Así, la serendipia ha querido que me topara con una tarjeta de Miguel Delibes en la que me dice cariñoso que ya no va a conceder más entrevistas y me desea suerte en mi nuevo trabajo. También con una carta que le escribí a mi hermano I. y nunca eché al buzón (esa era una de mis señas de identidad). Él vivía entonces en EEUU y solíamos contarnos detalles de lo cotidiano. Me sorprendió que la fecha de la carta está corregida. Originalmente puse “3 de febrero, 1993” y tras un tachón nada sutil, cambié el 3 por el 4. O sea, un pentimento sin arrepentimiento. Llevaba apenas año y medio casada y le decía a mi hermano que estaba “subiéndome por las paredes porque esto no lo inventaron para mí.
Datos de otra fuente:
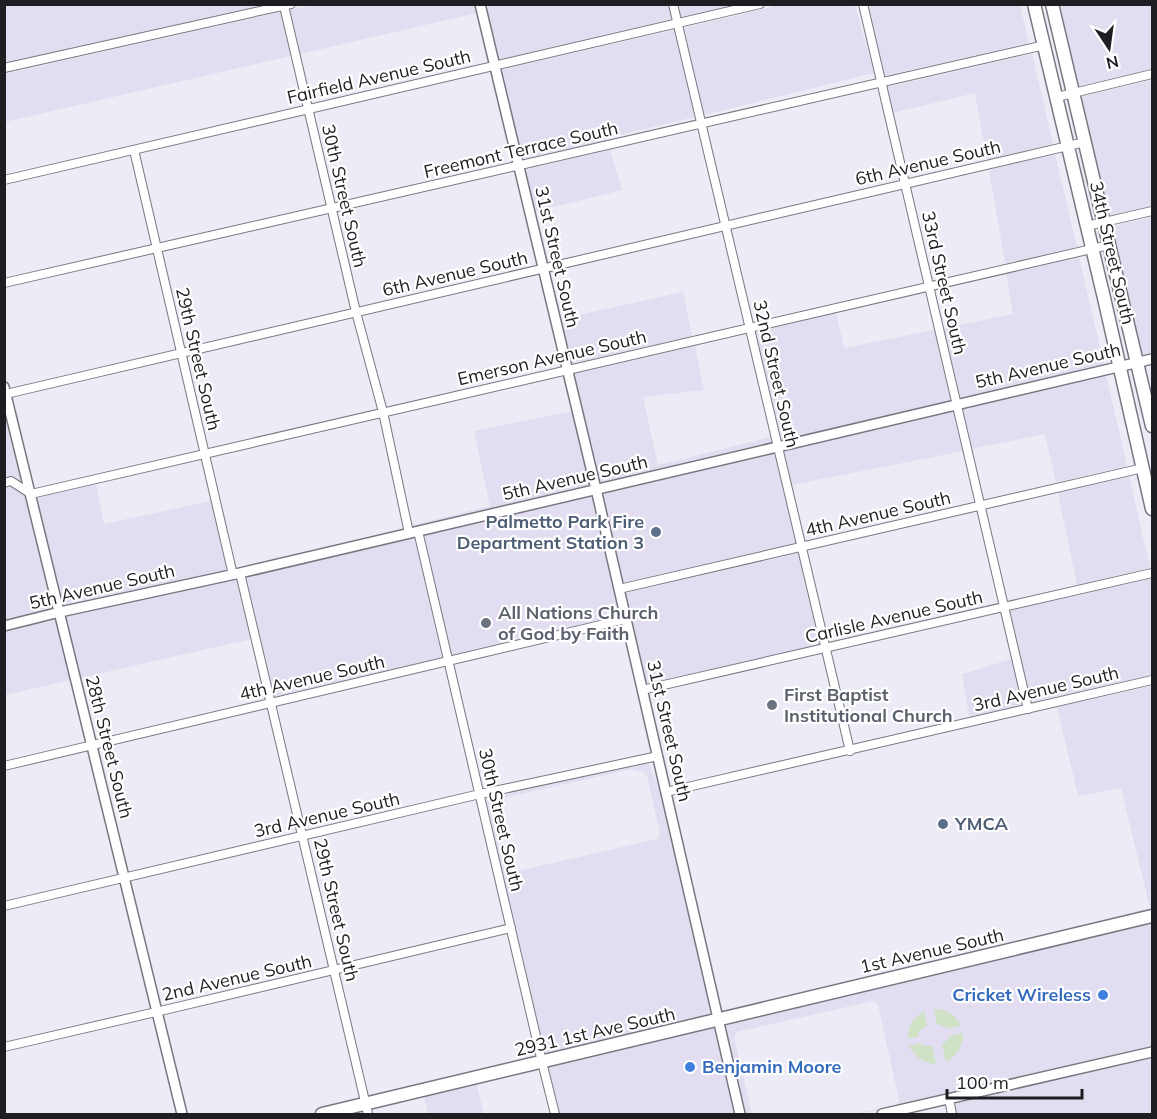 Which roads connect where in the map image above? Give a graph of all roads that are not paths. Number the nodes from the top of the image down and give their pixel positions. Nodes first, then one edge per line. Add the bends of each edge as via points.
1 (480, 4) edge
2 (673, 4) edge
3 (760, 4) edge
4 (863, 4) edge
5 (1034, 4) edge
6 (1052, 4) edge
7 (288, 5) edge
8 (678, 24) junction
9 (1045, 45) junction
10 (495, 66) junction
11 (4, 68) edge
12 (1152, 74) edge
13 (881, 83) junction
14 (1074, 93) junction
15 (1057, 97) junction
16 (308, 109) junction
17 (702, 124) junction
18 (1085, 142) junction
19 (1069, 146) junction
20 (134, 150) junction
21 (518, 166) junction
22 (4, 180) edge
23 (905, 184) junction
24 (332, 208) junction
25 (1152, 211) edge
26 (1104, 223) junction
27 (726, 226) junction
28 (1087, 226) junction
29 (1109, 245) junction
30 (157, 248) junction
31 (1093, 249) junction
32 (543, 268) junction
33 (4, 283) edge
34 (929, 286) junction
35 (356, 312) junction
36 (750, 328) junction
37 (181, 353) junction
38 (1152, 359) edge
39 (1137, 363) junction
40 (1120, 366) junction
41 (567, 370) junction
42 (5, 390) edge
43 (957, 405) junction
44 (382, 412) junction
45 (1152, 426) edge
46 (778, 447) junction
47 (204, 454) junction
48 (1143, 468) junction
49 (4, 483) edge
50 (596, 489) junction
51 (31, 494) junction
52 (980, 506) junction
53 (1152, 509) edge
54 (414, 532) junction
55 (802, 547) junction
56 (1152, 573) edge
57 (236, 574) junction
58 (619, 589) junction
59 (1004, 607) junction
60 (60, 612) junction
61 (626, 619) junction
62 (4, 626) edge
63 (826, 649) junction
64 (448, 662) junction
65 (1152, 680) edge
66 (642, 690) junction
67 (271, 703) junction
68 (1028, 709) junction
69 (92, 746) junction
70 (850, 751) junction
71 (658, 756) junction
72 (4, 766) edge
73 (666, 792) junction
74 (480, 794) junction
75 (303, 836) junction
76 (123, 877) junction
77 (4, 906) edge
78 (1152, 916) edge
79 (512, 928) junction
80 (334, 970) junction
81 (156, 1012) junction
82 (719, 1020) junction
83 (4, 1047) edge
84 (1152, 1052) edge
85 (542, 1062) junction
86 (949, 1099) junction
87 (367, 1109) edge
88 (182, 1114) edge
89 (322, 1114) edge
90 (555, 1114) edge
91 (740, 1114) edge
92 (882, 1114) edge
93 (952, 1114) edge

1 - 10 street, 31st Street South
2 - 8 street, 32nd Street South
3 - 8 street, Fairfield Avenue South
4 - 13 street, 33rd Street South
5 - 9 main road, 34th Street South
6 - 14 main road, 34th Street South
7 - 11 street
7 - 16 street, 30th Street South
8 - 10 street, Fairfield Avenue South
8 - 17 street, 32nd Street South
9 - 13 street, Freemont Terrace South
9 - 15 main road, 34th Street South
10 - 16 street, Fairfield Avenue South
10 - 21 street, 31st Street South
12 - 14 street
13 - 17 street, Freemont Terrace South
13 - 23 street, 33rd Street South
14 - 15 street
14 - 18 main road, 34th Street South
15 - 19 main road, 34th Street South
16 - 20 street, Fairfield Avenue South
16 - 24 street, 30th Street South
17 - 21 street, Freemont Terrace South
17 - 27 street, 32nd Street South
18 - 19 street, 6th Avenue South
18 - 26 main road, 34th Street South
19 - 23 street, 6th Avenue South
19 - 28 main road, 34th Street South
20 - 22 street, Fairfield Avenue South
20 - 30 street, 29th Street South
21 - 24 street, Freemont Terrace South
21 - 32 street, 31st Street South
23 - 27 street, 6th Avenue South
23 - 34 street, 33rd Street South
24 - 30 street, Freemont Terrace South
24 - 35 street, 30th Street South
25 - 26 street
26 - 28 street
26 - 29 main road, 34th Street South
27 - 32 street, 6th Avenue South
27 - 36 street, 32nd Street South
28 - 31 main road, 34th Street South
29 - 31 street, Emerson Avenue South
29 - 39 main road, 34th Street South
30 - 33 street, Freemont Terrace South
30 - 37 street, 29th Street South
31 - 34 street, Emerson Avenue South
31 - 40 main road, 34th Street South
32 - 35 street, 6th Avenue South
32 - 41 street, 31st Street South
34 - 36 street, Emerson Avenue South
34 - 43 street, 33rd Street South
35 - 37 street, 6th Avenue South
35 - 44 street, 30th Street South
36 - 41 street, Emerson Avenue South
36 - 46 street, 32nd Street South
37 - 42 street, 6th Avenue South
37 - 47 street, 29th Street South
38 - 39 street, 5th Avenue South
39 - 40 street, 5th Avenue South
39 - 45 main road, 34th Street South
40 - 43 street, 5th Avenue South
40 - 48 main road, 34th Street South
41 - 44 street, Emerson Avenue South
41 - 50 street, 31st Street South
42 - 51 street, 28th Street South
43 - 46 street, 5th Avenue South
43 - 52 street, 33rd Street South
44 - 47 street, Emerson Avenue South
44 - 54 street, 30th Street South
46 - 50 street, 5th Avenue South
46 - 55 street, 32nd Street South
47 - 51 street, Emerson Avenue South
47 - 57 street, 29th Street South
48 - 52 street, 4th Avenue South
48 - 53 main road, 34th Street South
49 - 51 street via 11,481
50 - 54 street, 5th Avenue South
50 - 58 street, 31st Street South
51 - 60 street, 28th Street South
52 - 55 street, 4th Avenue South
52 - 59 street, 33rd Street South
54 - 57 street, 5th Avenue South
54 - 64 street, 30th Street South
55 - 58 street, 4th Avenue South
55 - 63 street, 32nd Street South
56 - 59 street, Carlisle Avenue South
57 - 60 street, 5th Avenue South
57 - 67 street, 29th Street South
58 - 61 street, 31st Street South
59 - 63 street, Carlisle Avenue South
59 - 68 street, 33rd Street South
60 - 62 street, 5th Avenue South
60 - 69 street, 28th Street South
61 - 64 street, 4th Avenue South
61 - 66 street, 31st Street South
63 - 66 street, Carlisle Avenue South
63 - 70 street, 32nd Street South
64 - 67 street, 4th Avenue South
64 - 74 street, 30th Street South
65 - 68 street, 3rd Avenue South
66 - 71 street, 31st Street South
67 - 69 street, 4th Avenue South
67 - 75 street, 29th Street South
68 - 70 street, 3rd Avenue South
69 - 72 street, 4th Avenue South
69 - 76 street, 28th Street South
70 - 73 street, 3rd Avenue South
71 - 73 street, 31st Street South
71 - 74 street, 3rd Avenue South
73 - 82 street, 31st Street South
74 - 75 street, 3rd Avenue South
74 - 79 street, 30th Street South
75 - 76 street, 3rd Avenue South
75 - 80 street, 29th Street South
76 - 77 street, 3rd Avenue South
76 - 81 street, 28th Street South
78 - 82 main road, 1st Avenue South
79 - 80 street, 2nd Avenue South
79 - 85 street, 30th Street South
80 - 81 street, 2nd Avenue South
80 - 87 street, 29th Street South
81 - 83 street, 2nd Avenue South
81 - 88 street, 28th Street South
82 - 85 main road, 2931 1st Ave South
82 - 91 street, 31st Street South
84 - 86 street
85 - 87 main road, 2931 1st Ave South
85 - 90 street, 30th Street South
86 - 92 street
86 - 93 street
87 - 89 main road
Ni sé cocinar, ni me gusta fregar, ni ir al mercado a codearme con mis congéneres. Menos aún esperar a “mi maridito” con toda la casa recogida y la mesa dispuesta!”. Yo tenía 27 años, trabajaba desde los 22 y ya acumulaba toda la furia antisistema doméstico y sentimental impregnada de ironía contra la que aún tardaría algunos años en rebelarme.

He pasado horas estos días en un puro flashback y he visto mi vida como una película entrecortada. Los viajes con mis amigas de la universidad desde los 18, sonrisas desafiantes y algunas incomodidades propias de la juventud mezclada con escasez de recursos. Las bodas de mis hermanos, los nacimientos de mis hijas y sobrinos. El pelo largo y luego corto al dos, las cejas depiladas o salvajes; la paradoja de un viaje a enterrar a mi abuela en su pueblo que terminó en una fiesta familiar por un prado verde pirenaico con todos enseñando dientes a la cámara. Mis ex, los ex de mis hermanos y de mis amigas. Todo el amor que vino y se fue, vertiginoso. El vivaz recuerdo del detalle en unos casos o el desconcierto de no reconocer algunas caras con las que parece que tenía una relación estrecha.

El covid-19 ha hecho que leyera más de lo que he escrito, en un reconquistado rincón de mi casa rodeada de libros y objetos que me hacen sentir bien. He vuelto a él, a Stefan Zweig, y me he descubierto febril subrayando en mi relectura frases o párrafos. Reflexiones que son tan contemporáneas y lúcidas que dan miedo. Esta es de 1936:

chill-out

“Casi me parece una malévola venganza de la naturaleza contra el hombre el que todas las conquistas de la técnica -gracias a las cuales le ha arrancado las fuerzas más secretas- le destruyan el alma. […] Las generaciones anteriores, en momentos de calamidad, podían refugiarse en la soledad y el aislamiento; a nosotros, en cambio, nos ha sido reservada la obligación de saber y compartir en el mismo instante lo malo que ocurre en cualquier lugar del globo”.

El globo es hoy, en este instante, un caleidoscopio de recuerdos que sorprenden a una alérgica al ayer. A pocos metros de mí la voz estruendosa de mi padre sacude el silencio ordenado por la lluvia en una sinfonía que me atrapa. Escucho gregoriano y Bach, Luis Eduardo Aute (RIP, qué guapo eras!) o Pearl Jam (Just Breathe). También Nina Simone. Decido que “Sinner Man” es mi canción para cuando me muera y “El mundo de ayer” mi libro. Debo decirles a mis hijas que no deben faltar en mi incineración. He conseguido pan para torrijas y tengo una cita a las 19.30 con mi amigo J. y Estrella Galicia. Mi perro Bronte me guarda el aire en la colchoneta del chill-out y mis hijas se apalancan en sus cuartos. Hoy paso de limpiar, me declaro en huelga y vuelvo a ser la muchacha de 1994 que se creyó en 1993 por un momento. Decido que valió la pena todo, que no iría para atrás ni un segundo. El eclipse no me quemó los ojos, sí cualquier tentación fugitiva y febril de nostalgia… La alegría estalló y la confianza en cualquier renacimiento se ha quedado a vivir aquí, varada para siempre.